» **Supplied records**:

[Start of section]

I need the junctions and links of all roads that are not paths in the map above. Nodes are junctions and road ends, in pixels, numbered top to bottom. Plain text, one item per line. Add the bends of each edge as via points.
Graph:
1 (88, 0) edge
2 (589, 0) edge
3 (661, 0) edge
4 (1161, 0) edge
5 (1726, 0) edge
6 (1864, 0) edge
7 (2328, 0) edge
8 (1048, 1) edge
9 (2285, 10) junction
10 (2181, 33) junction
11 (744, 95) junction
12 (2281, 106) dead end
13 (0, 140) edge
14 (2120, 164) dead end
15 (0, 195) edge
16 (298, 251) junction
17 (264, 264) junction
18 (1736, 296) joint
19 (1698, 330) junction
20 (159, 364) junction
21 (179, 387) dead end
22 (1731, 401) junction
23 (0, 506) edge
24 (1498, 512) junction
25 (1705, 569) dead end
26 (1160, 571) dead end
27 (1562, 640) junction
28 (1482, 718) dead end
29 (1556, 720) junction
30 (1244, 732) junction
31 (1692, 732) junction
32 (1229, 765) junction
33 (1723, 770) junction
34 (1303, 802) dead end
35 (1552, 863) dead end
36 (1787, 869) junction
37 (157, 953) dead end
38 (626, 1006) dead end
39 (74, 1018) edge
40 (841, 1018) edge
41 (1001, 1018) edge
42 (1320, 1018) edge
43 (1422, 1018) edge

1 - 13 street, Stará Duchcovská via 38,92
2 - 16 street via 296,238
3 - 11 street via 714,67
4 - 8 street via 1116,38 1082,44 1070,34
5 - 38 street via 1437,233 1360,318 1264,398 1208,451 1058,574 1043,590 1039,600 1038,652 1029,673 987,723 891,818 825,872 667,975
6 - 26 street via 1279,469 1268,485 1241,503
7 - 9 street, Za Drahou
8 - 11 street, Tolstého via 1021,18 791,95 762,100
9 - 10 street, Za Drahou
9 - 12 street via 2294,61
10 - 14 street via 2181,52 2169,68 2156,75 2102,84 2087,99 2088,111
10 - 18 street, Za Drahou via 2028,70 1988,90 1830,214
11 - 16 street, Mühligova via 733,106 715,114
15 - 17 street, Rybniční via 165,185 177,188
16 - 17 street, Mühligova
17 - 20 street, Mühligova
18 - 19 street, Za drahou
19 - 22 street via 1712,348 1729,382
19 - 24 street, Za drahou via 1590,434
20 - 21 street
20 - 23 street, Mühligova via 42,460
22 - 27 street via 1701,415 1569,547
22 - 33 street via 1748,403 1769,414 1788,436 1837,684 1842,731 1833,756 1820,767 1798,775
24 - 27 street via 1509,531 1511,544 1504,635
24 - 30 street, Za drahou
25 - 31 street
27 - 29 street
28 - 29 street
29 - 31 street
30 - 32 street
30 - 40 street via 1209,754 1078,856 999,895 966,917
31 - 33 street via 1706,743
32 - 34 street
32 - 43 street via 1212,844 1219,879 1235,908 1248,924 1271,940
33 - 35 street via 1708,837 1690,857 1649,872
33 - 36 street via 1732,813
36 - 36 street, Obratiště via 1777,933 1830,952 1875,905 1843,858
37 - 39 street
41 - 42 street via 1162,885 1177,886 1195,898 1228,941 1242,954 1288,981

[End of section]

» **Exercise directions**:
Nothing in the data should be left out when you retype it exactly.

» **Task result**:
I need the junctions and links of all roads that are not paths in the map above. Nodes are junctions and road ends, in pixels, numbered top to bottom. Plain text, one item per line. Add the bends of each edge as via points.
Graph:
1 (88, 0) edge
2 (589, 0) edge
3 (661, 0) edge
4 (1161, 0) edge
5 (1726, 0) edge
6 (1864, 0) edge
7 (2328, 0) edge
8 (1048, 1) edge
9 (2285, 10) junction
10 (2181, 33) junction
11 (744, 95) junction
12 (2281, 106) dead end
13 (0, 140) edge
14 (2120, 164) dead end
15 (0, 195) edge
16 (298, 251) junction
17 (264, 264) junction
18 (1736, 296) joint
19 (1698, 330) junction
20 (159, 364) junction
21 (179, 387) dead end
22 (1731, 401) junction
23 (0, 506) edge
24 (1498, 512) junction
25 (1705, 569) dead end
26 (1160, 571) dead end
27 (1562, 640) junction
28 (1482, 718) dead end
29 (1556, 720) junction
30 (1244, 732) junction
31 (1692, 732) junction
32 (1229, 765) junction
33 (1723, 770) junction
34 (1303, 802) dead end
35 (1552, 863) dead end
36 (1787, 869) junction
37 (157, 953) dead end
38 (626, 1006) dead end
39 (74, 1018) edge
40 (841, 1018) edge
41 (1001, 1018) edge
42 (1320, 1018) edge
43 (1422, 1018) edge

1 - 13 street, Stará Duchcovská via 38,92
2 - 16 street via 296,238
3 - 11 street via 714,67
4 - 8 street via 1116,38 1082,44 1070,34
5 - 38 street via 1437,233 1360,318 1264,398 1208,451 1058,574 1043,590 1039,600 1038,652 1029,673 987,723 891,818 825,872 667,975
6 - 26 street via 1279,469 1268,485 1241,503
7 - 9 street, Za Drahou
8 - 11 street, Tolstého via 1021,18 791,95 762,100
9 - 10 street, Za Drahou
9 - 12 street via 2294,61
10 - 14 street via 2181,52 2169,68 2156,75 2102,84 2087,99 2088,111
10 - 18 street, Za Drahou via 2028,70 1988,90 1830,214
11 - 16 street, Mühligova via 733,106 715,114
15 - 17 street, Rybniční via 165,185 177,188
16 - 17 street, Mühligova
17 - 20 street, Mühligova
18 - 19 street, Za drahou
19 - 22 street via 1712,348 1729,382
19 - 24 street, Za drahou via 1590,434
20 - 21 street
20 - 23 street, Mühligova via 42,460
22 - 27 street via 1701,415 1569,547
22 - 33 street via 1748,403 1769,414 1788,436 1837,684 1842,731 1833,756 1820,767 1798,775
24 - 27 street via 1509,531 1511,544 1504,635
24 - 30 street, Za drahou
25 - 31 street
27 - 29 street
28 - 29 street
29 - 31 street
30 - 32 street
30 - 40 street via 1209,754 1078,856 999,895 966,917
31 - 33 street via 1706,743
32 - 34 street
32 - 43 street via 1212,844 1219,879 1235,908 1248,924 1271,940
33 - 35 street via 1708,837 1690,857 1649,872
33 - 36 street via 1732,813
36 - 36 street, Obratiště via 1777,933 1830,952 1875,905 1843,858
37 - 39 street
41 - 42 street via 1162,885 1177,886 1195,898 1228,941 1242,954 1288,981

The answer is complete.